Repeat the records exactly, with one exception: no images.
___ Material provided
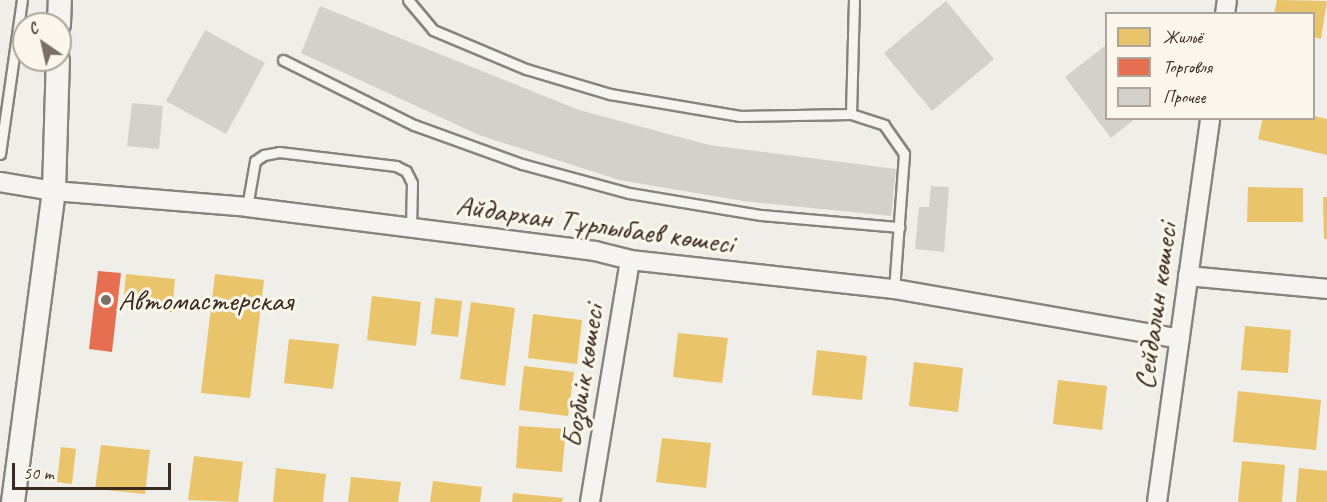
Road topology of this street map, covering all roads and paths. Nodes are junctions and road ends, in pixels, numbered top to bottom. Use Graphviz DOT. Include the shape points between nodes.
graph roads {
  1 [pos="22,0"];
  2 [pos="408,0"];
  3 [pos="854,0"];
  4 [pos="283,60"];
  5 [pos="58,72"];
  6 [pos="850,114"];
  7 [pos="1210,120"];
  8 [pos="0,154"];
  9 [pos="0,182"];
  10 [pos="54,191"];
  11 [pos="247,207"];
  12 [pos="411,228"];
  13 [pos="899,228"];
  14 [pos="630,260"];
  15 [pos="1188,276"];
  16 [pos="894,289"];
  17 [pos="1327,289"];
  18 [pos="1180,339"];
  19 [pos="13,502"];
  20 [pos="590,502"];
  21 [pos="1157,502"];
  1 -- 8 [label="lane"];
  2 -- 6 [label="lane" via="434,30 526,69 610,94 740,116"];
  3 -- 6 [label="lane"];
  4 -- 13 [label="lane" via="414,125 522,164 618,190 761,215"];
  5 -- 10 [label="street"];
  6 -- 13 [label="lane" via="884,125 904,154"];
  7 -- 15 [label="street, Сейдалин көшесі"];
  9 -- 10 [label="street, Айдархан Тұрлыбаев көшесі"];
  10 -- 11 [label="street, Айдархан Тұрлыбаев көшесі"];
  10 -- 19 [label="street"];
  11 -- 12 [label="street, Айдархан Тұрлыбаев көшесі"];
  11 -- 12 [label="lane" via="255,161 264,155 279,152 384,165 406,171 412,183"];
  12 -- 14 [label="street, Айдархан Тұрлыбаев көшесі" via="594,251"];
  13 -- 16 [label="lane"];
  14 -- 16 [label="street, Айдархан Тұрлыбаев көшесі"];
  14 -- 20 [label="street, Бозбиік көшесі"];
  15 -- 17 [label="street"];
  15 -- 18 [label="street, Сейдалин көшесі"];
  16 -- 18 [label="street, Айдархан Тұрлыбаев көшесі"];
  18 -- 21 [label="street, Сейдалин көшесі"];
}
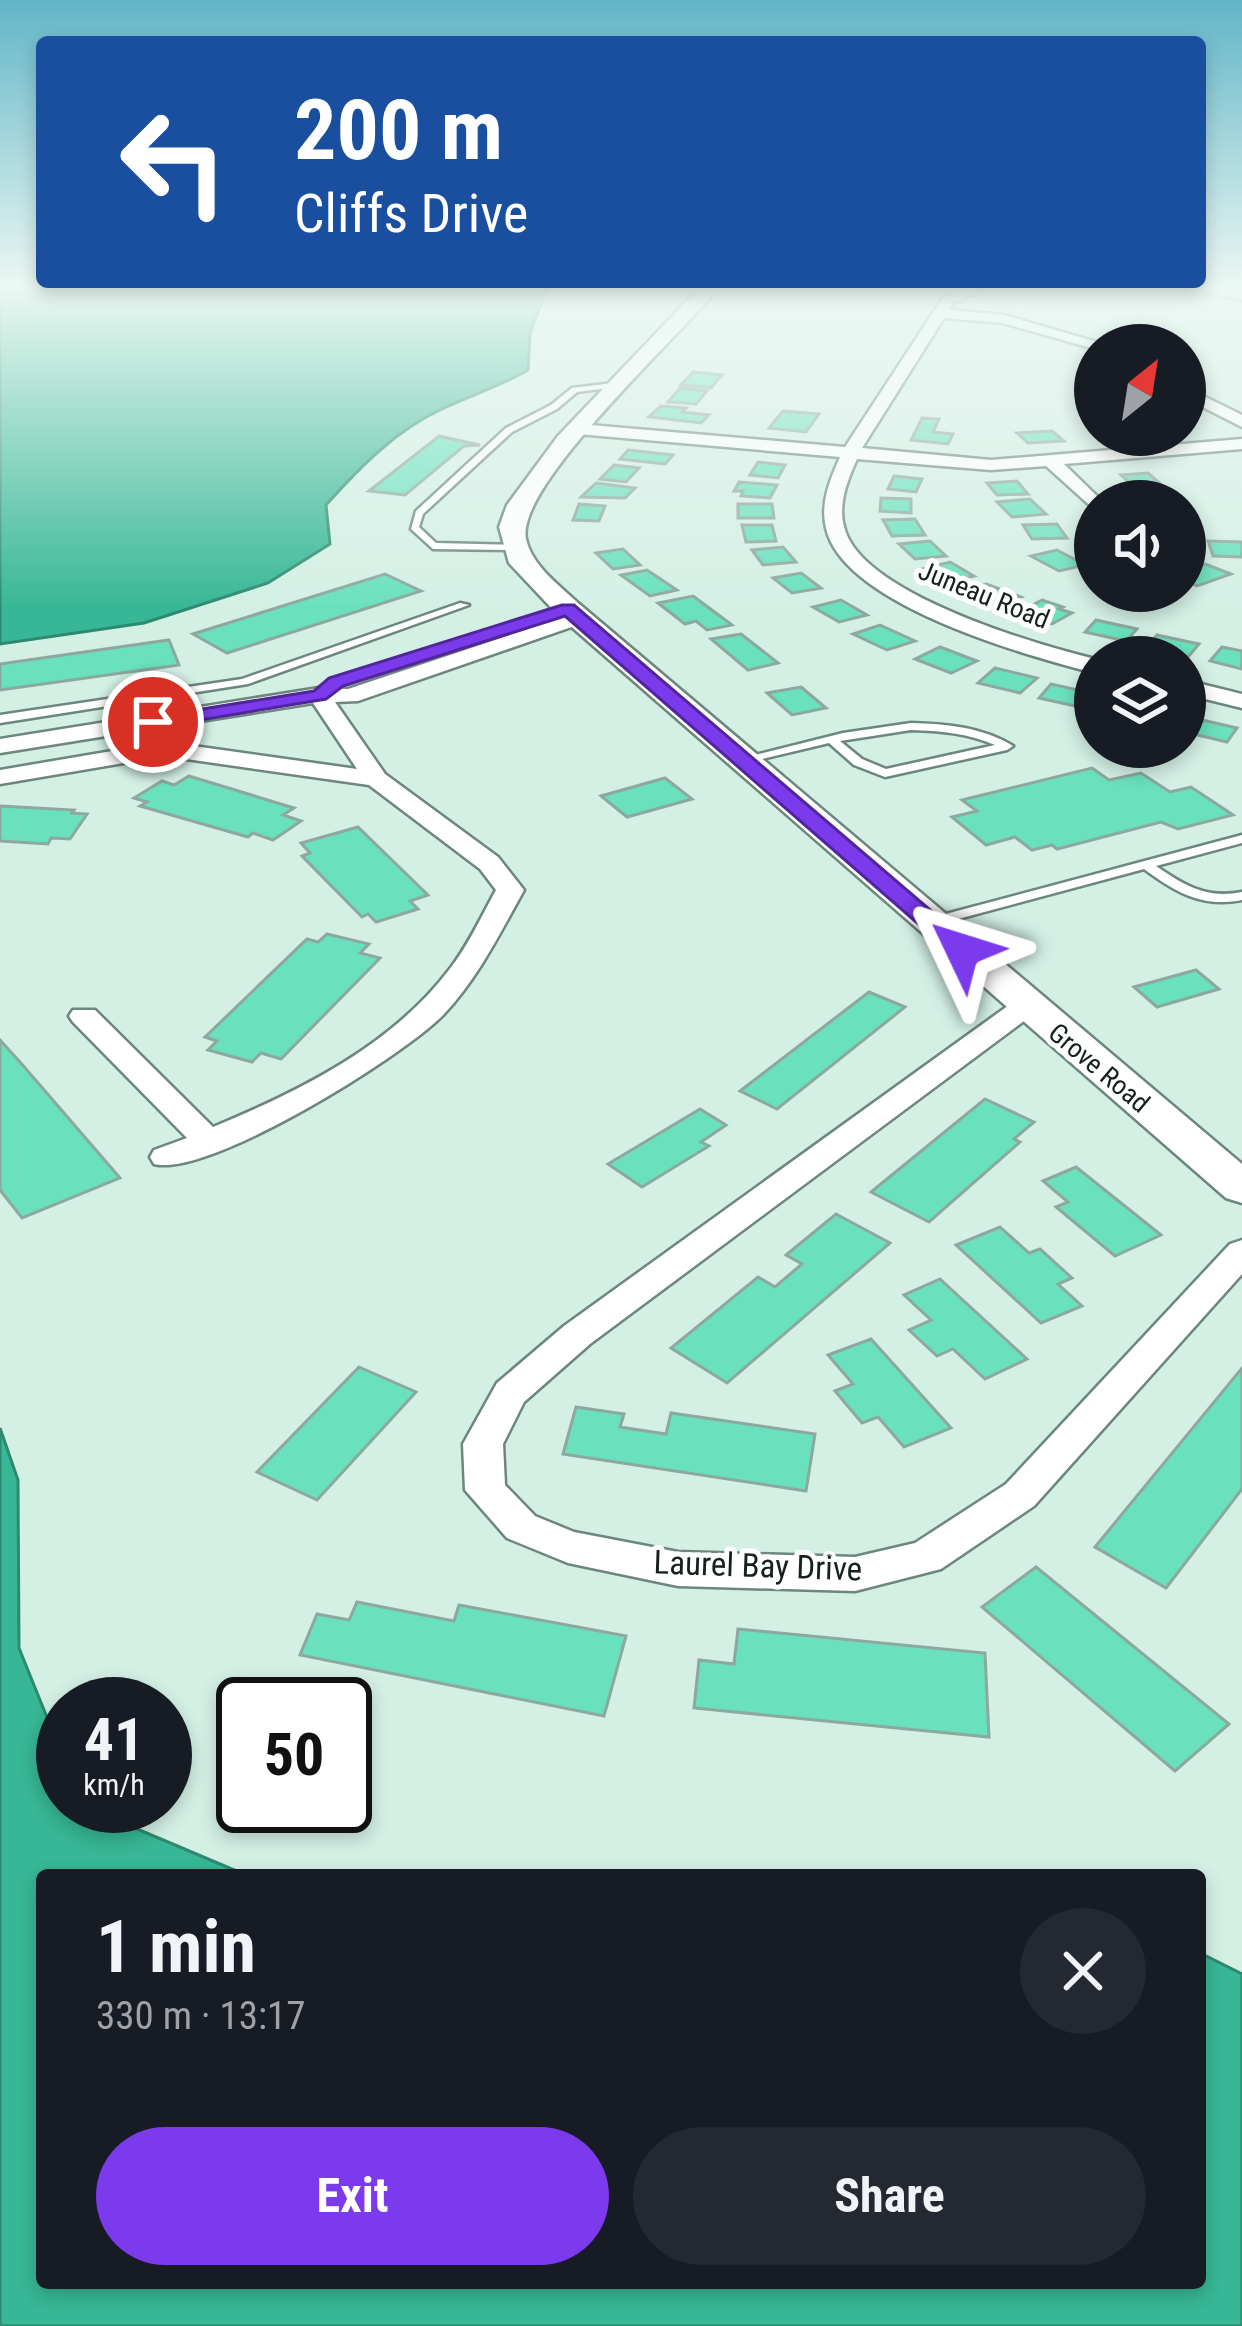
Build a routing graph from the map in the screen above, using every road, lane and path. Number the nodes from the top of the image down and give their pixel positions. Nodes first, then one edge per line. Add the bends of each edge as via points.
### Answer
______
Written solution —
Road topology of this street map, covering all roads and paths. Nodes are junctions and road ends, in pixels, numbered top to bottom. Use Graphviz DOT. Include the shape points between nodes.
graph roads {
  1 [pos="22,0"];
  2 [pos="408,0"];
  3 [pos="854,0"];
  4 [pos="283,60"];
  5 [pos="58,72"];
  6 [pos="850,114"];
  7 [pos="1210,120"];
  8 [pos="0,154"];
  9 [pos="0,182"];
  10 [pos="54,191"];
  11 [pos="247,207"];
  12 [pos="411,228"];
  13 [pos="899,228"];
  14 [pos="630,260"];
  15 [pos="1188,276"];
  16 [pos="894,289"];
  17 [pos="1327,289"];
  18 [pos="1180,339"];
  19 [pos="13,502"];
  20 [pos="590,502"];
  21 [pos="1157,502"];
  1 -- 8 [label="lane"];
  2 -- 6 [label="lane" via="434,30 526,69 610,94 740,116"];
  3 -- 6 [label="lane"];
  4 -- 13 [label="lane" via="414,125 522,164 618,190 761,215"];
  5 -- 10 [label="street"];
  6 -- 13 [label="lane" via="884,125 904,154"];
  7 -- 15 [label="street, Сейдалин көшесі"];
  9 -- 10 [label="street, Айдархан Тұрлыбаев көшесі"];
  10 -- 11 [label="street, Айдархан Тұрлыбаев көшесі"];
  10 -- 19 [label="street"];
  11 -- 12 [label="street, Айдархан Тұрлыбаев көшесі"];
  11 -- 12 [label="lane" via="255,161 264,155 279,152 384,165 406,171 412,183"];
  12 -- 14 [label="street, Айдархан Тұрлыбаев көшесі" via="594,251"];
  13 -- 16 [label="lane"];
  14 -- 16 [label="street, Айдархан Тұрлыбаев көшесі"];
  14 -- 20 [label="street, Бозбиік көшесі"];
  15 -- 17 [label="street"];
  15 -- 18 [label="street, Сейдалин көшесі"];
  16 -- 18 [label="street, Айдархан Тұрлыбаев көшесі"];
  18 -- 21 [label="street, Сейдалин көшесі"];
}
Build a routing graph from the map in the screen above, using every road, lane and path. Number the nodes from the top of the image down and give their pixel positions. Nodes first, then one edge per line. Add the bends of each edge as via points.
### Answer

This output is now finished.